Developments in Ghana’s external sector in the month of October were encouraging as the country recorded its highest trade balance equivalent to 1.5% of GDP since the beginning of 2021. The improvement in the trade balance was driven mainly by a strong growth in the country’s exports relative to its imports.
Data from the Bank of Ghana, show that in October, total exports amounted to US$12,210.4 million compared to imports of US$11,174.4 million which resulted in a trade balance of US$1,036.0 million.
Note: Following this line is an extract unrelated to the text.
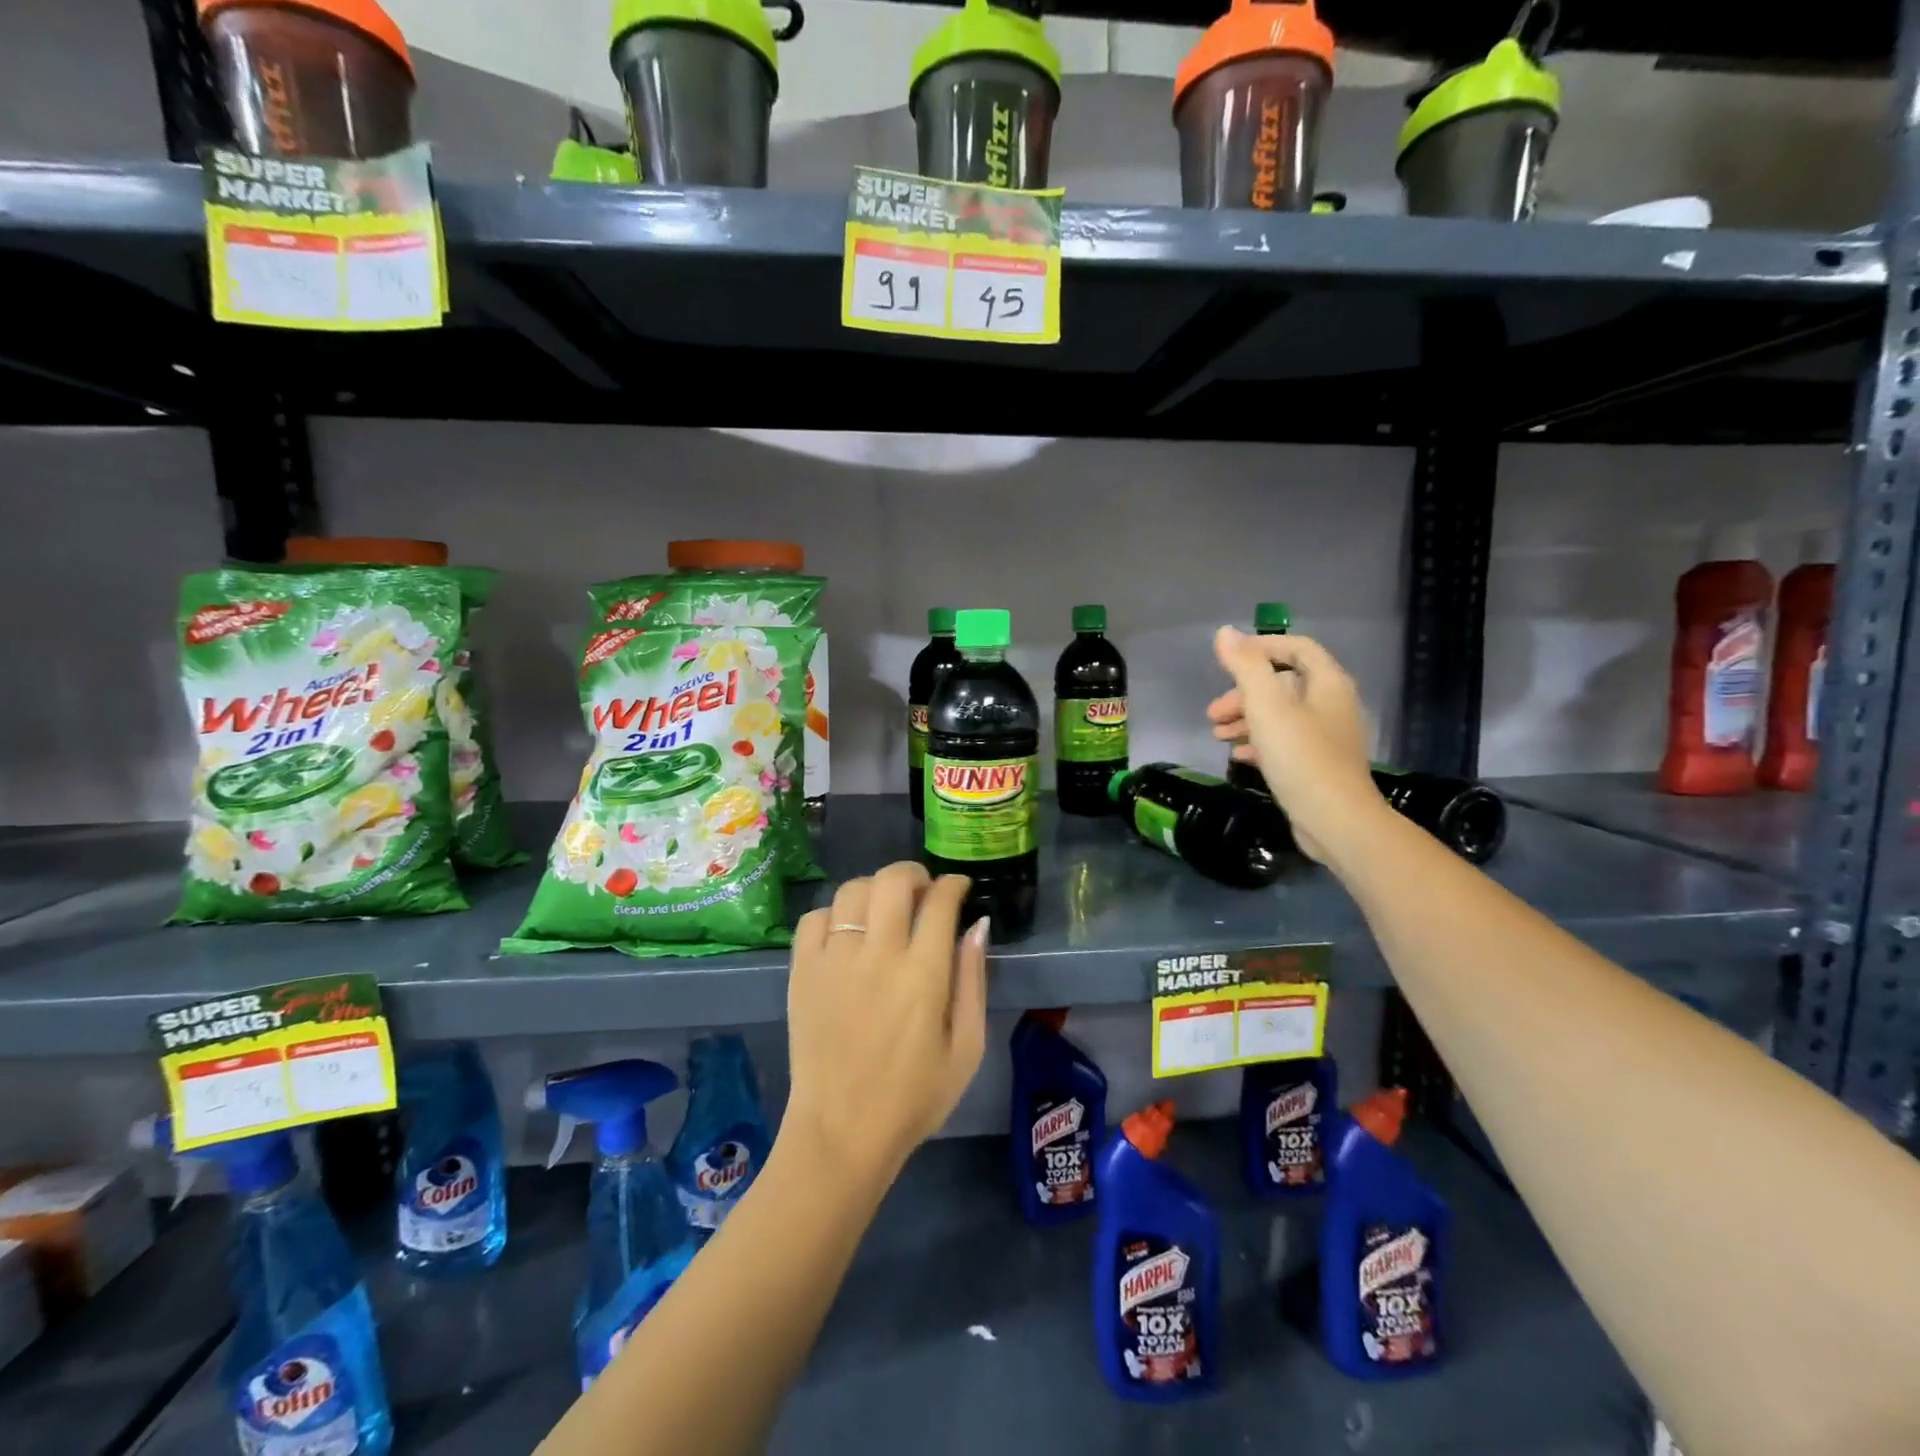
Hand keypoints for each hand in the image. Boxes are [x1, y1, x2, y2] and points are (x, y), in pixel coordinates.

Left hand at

This accounted for 1.5 percent of the country’s total output.
Despite the improvement in the trade balance, it was still 1.0 percentage points lower than the 2.5 percent of GDP recorded in the corresponding month of October last year.
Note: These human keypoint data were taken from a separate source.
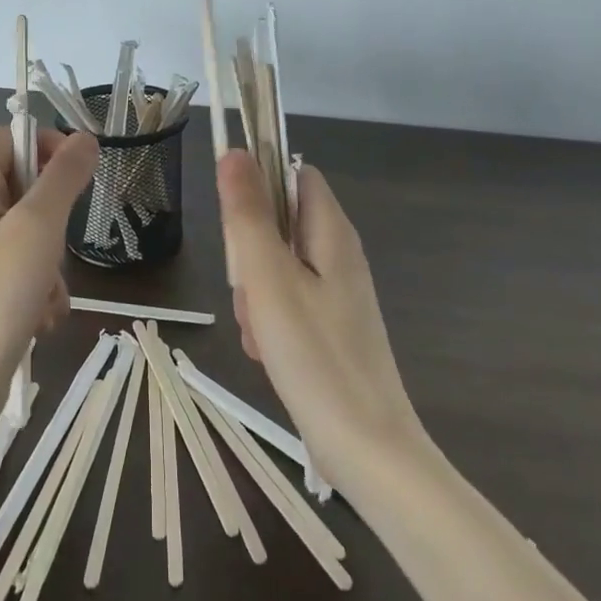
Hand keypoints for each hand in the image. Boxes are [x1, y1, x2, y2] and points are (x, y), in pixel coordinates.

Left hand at [0, 125, 98, 451]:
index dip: (47, 146)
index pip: (10, 138)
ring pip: (29, 232)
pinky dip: (38, 288)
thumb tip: (85, 137)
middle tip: (58, 244)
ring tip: (47, 292)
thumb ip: (63, 178)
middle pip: (23, 186)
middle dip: (53, 217)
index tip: (79, 175)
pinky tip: (40, 318)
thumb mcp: (36, 229)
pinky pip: (20, 268)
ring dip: (50, 261)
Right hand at [217, 150, 426, 490]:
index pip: (293, 174)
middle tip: (248, 292)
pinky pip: (288, 302)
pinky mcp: (331, 326)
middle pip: (279, 222)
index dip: (259, 184)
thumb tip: (235, 152)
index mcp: (331, 231)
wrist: (366, 448)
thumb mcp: (268, 278)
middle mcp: (338, 253)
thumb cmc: (314, 356)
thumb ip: (248, 213)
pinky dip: (270, 321)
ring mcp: (337, 292)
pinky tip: (269, 353)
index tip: (235, 222)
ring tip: (259, 332)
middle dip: (250, 252)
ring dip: (255, 293)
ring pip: (277, 267)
Total exports rose by US$1,176 million in October, up from US$11,034.4 million in September, driven mainly by a strong performance of the gold exports which rose to US$4,215.8 million in October from US$3,834.6 million in September. Cocoa exports also increased to US$2,411.4 million, up from US$2,298.5 million in September 2021. Likewise, Oil exports rose from US$2,790.2 million in September to US$3,192.0 million in October this year.
The performance of the country’s major export commodities in October this year was influenced hugely by the development of prices of these commodities on the international market. International commodity prices reflected mixed trends in the year to October 2021. According to the Bank of Ghana, crude oil prices rose sharply driven by the interplay of increased global demand as economies reopened and supply shortfalls. On a year-to-date basis, the average price of crude oil went up by 65.9 percent to US$83.3 per barrel in October 2021.
The average price of cocoa also increased marginally by 2.0 percent to trade at US$2,632.4 per tonne due to projected shortfalls for the 2021/22 season. Gold prices however, declined by 4.4 percent to average US$1,775.7 per fine ounce in October 2021, due to pressures from the strong US dollar.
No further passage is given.